● **Action item**:
Among the lines of the data, copy those that hold "name".

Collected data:
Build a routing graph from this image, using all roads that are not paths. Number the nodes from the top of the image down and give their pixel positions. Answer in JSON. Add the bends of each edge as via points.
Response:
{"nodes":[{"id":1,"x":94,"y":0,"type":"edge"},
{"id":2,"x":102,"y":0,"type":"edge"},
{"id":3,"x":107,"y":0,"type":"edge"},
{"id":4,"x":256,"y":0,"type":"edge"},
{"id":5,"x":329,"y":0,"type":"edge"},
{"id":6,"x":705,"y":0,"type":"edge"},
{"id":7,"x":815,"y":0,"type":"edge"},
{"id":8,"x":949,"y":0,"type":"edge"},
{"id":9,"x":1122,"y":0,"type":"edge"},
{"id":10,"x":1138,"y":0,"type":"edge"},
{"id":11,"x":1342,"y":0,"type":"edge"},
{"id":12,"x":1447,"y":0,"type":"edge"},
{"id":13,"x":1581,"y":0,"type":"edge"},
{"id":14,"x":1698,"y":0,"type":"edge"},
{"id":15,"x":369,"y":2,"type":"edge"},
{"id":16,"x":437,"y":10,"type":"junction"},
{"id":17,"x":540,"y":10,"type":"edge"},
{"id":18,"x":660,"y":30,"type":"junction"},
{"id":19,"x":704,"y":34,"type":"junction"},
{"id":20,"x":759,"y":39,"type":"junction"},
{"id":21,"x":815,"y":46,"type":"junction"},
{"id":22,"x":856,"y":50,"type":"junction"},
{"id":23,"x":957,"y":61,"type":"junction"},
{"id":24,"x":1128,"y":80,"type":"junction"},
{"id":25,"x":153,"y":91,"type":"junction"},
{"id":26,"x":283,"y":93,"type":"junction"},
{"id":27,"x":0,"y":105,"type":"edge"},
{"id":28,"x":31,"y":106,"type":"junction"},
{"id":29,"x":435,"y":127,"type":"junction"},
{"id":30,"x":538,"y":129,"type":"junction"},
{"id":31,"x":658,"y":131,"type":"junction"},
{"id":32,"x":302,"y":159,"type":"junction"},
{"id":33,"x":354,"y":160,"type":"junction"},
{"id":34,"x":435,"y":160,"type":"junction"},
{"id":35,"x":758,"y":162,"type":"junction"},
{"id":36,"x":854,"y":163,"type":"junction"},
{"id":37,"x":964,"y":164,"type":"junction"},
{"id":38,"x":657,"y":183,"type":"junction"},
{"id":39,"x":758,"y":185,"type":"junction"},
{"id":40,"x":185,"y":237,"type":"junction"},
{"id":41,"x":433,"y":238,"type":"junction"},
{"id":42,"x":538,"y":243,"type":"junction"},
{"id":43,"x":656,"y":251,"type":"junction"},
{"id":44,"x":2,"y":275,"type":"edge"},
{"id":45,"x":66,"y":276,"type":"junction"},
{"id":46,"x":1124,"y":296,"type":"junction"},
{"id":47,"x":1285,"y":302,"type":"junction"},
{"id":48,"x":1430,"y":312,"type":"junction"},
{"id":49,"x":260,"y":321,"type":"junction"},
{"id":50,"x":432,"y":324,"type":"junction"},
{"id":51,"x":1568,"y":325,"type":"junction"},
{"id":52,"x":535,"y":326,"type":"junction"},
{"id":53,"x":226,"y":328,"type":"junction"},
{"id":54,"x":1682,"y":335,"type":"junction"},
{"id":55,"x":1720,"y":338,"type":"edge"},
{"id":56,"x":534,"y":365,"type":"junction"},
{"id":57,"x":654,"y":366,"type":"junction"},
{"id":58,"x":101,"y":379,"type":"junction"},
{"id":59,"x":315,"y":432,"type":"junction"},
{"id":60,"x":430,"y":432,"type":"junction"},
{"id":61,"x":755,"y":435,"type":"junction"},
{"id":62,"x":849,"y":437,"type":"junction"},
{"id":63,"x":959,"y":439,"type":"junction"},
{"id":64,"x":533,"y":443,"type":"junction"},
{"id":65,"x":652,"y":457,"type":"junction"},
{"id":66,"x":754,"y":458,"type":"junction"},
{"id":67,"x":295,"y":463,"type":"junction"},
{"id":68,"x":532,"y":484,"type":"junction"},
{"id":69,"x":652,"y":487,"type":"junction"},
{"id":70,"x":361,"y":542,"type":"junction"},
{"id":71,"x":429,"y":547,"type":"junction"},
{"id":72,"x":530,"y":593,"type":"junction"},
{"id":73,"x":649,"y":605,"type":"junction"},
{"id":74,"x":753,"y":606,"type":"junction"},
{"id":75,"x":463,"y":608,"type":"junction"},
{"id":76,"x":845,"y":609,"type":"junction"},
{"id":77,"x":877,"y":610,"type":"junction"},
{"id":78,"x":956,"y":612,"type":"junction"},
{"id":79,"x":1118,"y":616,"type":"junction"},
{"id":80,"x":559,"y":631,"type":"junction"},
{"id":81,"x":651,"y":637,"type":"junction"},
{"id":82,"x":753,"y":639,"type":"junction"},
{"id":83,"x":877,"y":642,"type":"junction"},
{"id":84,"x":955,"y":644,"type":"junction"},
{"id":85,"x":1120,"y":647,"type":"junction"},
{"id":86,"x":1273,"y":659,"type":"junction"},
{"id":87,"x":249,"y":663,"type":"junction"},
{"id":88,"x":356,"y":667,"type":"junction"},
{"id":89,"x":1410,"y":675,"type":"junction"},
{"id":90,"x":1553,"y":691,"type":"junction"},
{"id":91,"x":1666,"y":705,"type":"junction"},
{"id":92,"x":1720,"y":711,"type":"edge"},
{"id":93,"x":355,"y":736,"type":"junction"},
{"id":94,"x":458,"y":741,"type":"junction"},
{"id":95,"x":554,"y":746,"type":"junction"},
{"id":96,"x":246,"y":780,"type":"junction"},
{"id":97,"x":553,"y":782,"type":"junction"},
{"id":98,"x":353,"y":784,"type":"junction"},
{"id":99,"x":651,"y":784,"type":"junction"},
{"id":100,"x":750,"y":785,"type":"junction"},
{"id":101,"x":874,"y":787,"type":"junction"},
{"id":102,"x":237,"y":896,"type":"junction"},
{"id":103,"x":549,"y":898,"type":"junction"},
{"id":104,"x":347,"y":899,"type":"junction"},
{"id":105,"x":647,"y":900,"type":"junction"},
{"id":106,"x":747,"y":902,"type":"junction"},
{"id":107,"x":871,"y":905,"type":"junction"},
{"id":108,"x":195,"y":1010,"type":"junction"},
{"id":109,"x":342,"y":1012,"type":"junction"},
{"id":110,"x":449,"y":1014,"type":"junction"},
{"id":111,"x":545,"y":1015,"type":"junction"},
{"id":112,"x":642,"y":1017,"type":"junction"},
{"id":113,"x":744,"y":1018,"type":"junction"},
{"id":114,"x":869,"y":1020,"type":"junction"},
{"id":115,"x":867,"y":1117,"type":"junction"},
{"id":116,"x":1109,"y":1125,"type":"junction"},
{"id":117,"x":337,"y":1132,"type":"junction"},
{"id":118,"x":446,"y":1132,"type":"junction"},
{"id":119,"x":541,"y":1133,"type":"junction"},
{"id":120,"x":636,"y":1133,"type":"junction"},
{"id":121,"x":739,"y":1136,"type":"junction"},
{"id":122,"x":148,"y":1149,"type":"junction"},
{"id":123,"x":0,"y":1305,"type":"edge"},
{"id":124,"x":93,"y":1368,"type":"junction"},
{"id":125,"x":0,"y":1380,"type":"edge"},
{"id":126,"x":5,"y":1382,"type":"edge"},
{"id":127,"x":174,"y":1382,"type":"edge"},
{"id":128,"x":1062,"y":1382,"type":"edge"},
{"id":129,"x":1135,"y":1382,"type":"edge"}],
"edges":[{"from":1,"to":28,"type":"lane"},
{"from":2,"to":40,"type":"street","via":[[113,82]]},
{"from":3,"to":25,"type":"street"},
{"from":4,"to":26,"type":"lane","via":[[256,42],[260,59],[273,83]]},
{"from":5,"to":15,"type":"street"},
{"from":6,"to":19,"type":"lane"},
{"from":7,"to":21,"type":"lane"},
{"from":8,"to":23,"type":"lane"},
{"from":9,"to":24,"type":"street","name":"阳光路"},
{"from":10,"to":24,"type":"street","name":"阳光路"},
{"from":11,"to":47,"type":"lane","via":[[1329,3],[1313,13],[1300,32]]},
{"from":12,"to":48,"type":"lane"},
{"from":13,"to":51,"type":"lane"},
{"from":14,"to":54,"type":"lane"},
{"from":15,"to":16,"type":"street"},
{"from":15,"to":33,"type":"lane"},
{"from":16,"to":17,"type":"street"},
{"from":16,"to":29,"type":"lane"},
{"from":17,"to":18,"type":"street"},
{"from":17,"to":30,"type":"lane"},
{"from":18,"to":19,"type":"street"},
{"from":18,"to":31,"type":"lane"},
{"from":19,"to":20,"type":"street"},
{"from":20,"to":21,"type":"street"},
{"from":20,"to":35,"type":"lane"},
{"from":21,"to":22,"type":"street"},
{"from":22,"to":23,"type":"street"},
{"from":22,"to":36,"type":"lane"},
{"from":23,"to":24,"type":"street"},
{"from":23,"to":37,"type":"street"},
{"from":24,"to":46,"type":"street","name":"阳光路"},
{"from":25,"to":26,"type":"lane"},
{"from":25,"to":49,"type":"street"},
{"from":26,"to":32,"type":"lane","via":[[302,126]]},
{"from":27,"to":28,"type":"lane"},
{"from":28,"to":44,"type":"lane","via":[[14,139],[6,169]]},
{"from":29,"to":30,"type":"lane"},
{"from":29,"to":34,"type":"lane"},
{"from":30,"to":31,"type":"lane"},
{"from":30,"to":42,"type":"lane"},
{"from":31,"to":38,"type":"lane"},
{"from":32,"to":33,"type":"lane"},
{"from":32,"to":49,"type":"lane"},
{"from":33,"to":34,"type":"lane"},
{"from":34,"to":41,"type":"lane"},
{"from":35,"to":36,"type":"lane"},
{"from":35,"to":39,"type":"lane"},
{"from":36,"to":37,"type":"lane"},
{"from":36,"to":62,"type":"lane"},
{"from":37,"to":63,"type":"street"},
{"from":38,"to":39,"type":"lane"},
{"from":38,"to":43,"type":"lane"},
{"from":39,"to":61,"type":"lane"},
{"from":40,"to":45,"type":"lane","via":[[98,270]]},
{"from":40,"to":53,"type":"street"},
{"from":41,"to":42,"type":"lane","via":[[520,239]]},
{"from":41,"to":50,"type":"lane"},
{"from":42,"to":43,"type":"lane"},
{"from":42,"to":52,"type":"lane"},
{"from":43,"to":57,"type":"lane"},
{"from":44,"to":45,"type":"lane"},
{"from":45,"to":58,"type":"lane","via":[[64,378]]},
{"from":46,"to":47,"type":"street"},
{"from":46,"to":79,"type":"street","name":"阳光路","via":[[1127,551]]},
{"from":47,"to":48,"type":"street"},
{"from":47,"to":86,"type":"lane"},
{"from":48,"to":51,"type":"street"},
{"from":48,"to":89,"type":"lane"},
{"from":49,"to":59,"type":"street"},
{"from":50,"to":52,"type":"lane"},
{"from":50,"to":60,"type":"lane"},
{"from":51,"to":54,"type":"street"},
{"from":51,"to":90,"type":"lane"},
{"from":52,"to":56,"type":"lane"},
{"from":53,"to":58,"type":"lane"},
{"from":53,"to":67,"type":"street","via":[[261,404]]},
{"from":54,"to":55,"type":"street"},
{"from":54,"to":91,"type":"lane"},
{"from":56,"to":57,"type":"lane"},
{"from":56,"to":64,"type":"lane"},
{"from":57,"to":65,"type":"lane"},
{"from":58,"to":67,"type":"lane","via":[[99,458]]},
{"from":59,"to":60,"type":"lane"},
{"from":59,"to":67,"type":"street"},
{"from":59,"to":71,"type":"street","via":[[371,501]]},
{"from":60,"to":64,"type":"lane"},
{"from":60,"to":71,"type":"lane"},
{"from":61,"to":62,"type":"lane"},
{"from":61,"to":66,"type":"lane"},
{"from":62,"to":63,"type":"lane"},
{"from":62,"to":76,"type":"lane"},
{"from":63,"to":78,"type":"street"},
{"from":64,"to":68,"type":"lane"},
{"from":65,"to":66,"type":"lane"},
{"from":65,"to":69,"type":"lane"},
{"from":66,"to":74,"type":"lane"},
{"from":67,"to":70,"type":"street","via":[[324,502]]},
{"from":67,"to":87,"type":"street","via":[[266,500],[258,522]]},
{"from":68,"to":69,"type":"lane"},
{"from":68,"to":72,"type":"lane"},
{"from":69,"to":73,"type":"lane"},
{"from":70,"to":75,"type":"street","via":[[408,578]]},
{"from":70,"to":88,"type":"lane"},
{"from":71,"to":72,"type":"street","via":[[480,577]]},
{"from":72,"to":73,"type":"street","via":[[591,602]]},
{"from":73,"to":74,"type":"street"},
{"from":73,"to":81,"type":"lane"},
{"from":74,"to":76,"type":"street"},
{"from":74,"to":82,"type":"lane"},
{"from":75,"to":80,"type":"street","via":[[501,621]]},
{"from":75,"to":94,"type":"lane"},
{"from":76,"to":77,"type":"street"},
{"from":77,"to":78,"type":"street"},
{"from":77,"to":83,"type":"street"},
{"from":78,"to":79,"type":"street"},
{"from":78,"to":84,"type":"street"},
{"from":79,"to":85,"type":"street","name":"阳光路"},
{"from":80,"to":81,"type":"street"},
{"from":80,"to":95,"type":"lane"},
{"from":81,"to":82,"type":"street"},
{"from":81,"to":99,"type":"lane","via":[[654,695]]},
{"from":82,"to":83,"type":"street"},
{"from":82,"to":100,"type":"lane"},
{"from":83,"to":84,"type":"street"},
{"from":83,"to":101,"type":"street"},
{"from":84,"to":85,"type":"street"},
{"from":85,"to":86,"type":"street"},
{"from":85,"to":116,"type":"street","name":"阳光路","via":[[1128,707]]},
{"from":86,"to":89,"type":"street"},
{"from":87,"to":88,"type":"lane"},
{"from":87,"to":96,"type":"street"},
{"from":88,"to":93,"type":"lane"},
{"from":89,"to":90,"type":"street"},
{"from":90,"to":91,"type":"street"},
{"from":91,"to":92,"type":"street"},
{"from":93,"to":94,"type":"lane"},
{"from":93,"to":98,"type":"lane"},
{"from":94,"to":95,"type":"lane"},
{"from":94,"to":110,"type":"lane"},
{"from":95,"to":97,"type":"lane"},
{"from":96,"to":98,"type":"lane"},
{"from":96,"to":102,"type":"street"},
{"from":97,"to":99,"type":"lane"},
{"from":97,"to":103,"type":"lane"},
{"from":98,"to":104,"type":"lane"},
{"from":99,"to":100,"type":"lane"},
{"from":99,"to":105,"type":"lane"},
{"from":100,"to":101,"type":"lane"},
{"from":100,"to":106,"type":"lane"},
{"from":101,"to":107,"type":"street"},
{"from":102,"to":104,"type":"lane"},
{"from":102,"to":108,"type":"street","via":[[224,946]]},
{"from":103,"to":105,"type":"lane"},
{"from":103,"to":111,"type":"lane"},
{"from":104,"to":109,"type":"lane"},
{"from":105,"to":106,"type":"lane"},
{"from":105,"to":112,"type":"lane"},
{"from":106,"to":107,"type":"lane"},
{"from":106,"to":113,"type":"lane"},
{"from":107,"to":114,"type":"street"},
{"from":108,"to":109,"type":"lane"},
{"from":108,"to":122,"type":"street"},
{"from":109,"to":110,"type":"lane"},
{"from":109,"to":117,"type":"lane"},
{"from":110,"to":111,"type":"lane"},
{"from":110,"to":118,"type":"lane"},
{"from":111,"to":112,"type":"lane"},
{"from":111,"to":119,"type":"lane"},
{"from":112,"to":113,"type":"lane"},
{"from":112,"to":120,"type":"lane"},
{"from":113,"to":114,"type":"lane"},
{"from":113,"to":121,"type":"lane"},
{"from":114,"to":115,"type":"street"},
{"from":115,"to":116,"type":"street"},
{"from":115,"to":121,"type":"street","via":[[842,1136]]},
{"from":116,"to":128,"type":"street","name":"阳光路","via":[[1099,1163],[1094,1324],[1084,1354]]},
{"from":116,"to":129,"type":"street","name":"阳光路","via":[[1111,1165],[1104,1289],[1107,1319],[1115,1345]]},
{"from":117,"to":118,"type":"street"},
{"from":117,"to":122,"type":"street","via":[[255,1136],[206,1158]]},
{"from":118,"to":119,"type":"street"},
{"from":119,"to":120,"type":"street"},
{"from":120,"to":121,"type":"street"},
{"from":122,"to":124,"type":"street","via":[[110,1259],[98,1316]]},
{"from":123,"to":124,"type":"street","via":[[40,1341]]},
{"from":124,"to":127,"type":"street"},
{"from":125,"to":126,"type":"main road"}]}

● **Task result**:
{"from":9,"to":24,"type":"street","name":"阳光路"},
{"from":10,"to":24,"type":"street","name":"阳光路"},
{"from":24,"to":46,"type":"street","name":"阳光路"},
{"from":46,"to":79,"type":"street","name":"阳光路","via":[[1127,551]]},
{"from":79,"to":85,"type":"street","name":"阳光路"},
{"from":85,"to":116,"type":"street","name":"阳光路","via":[[1128,707]]},
{"from":116,"to":128,"type":"street","name":"阳光路","via":[[1099,1163],[1094,1324],[1084,1354]]},
{"from":116,"to":129,"type":"street","name":"阳光路","via":[[1111,1165],[1104,1289],[1107,1319],[1115,1345]]},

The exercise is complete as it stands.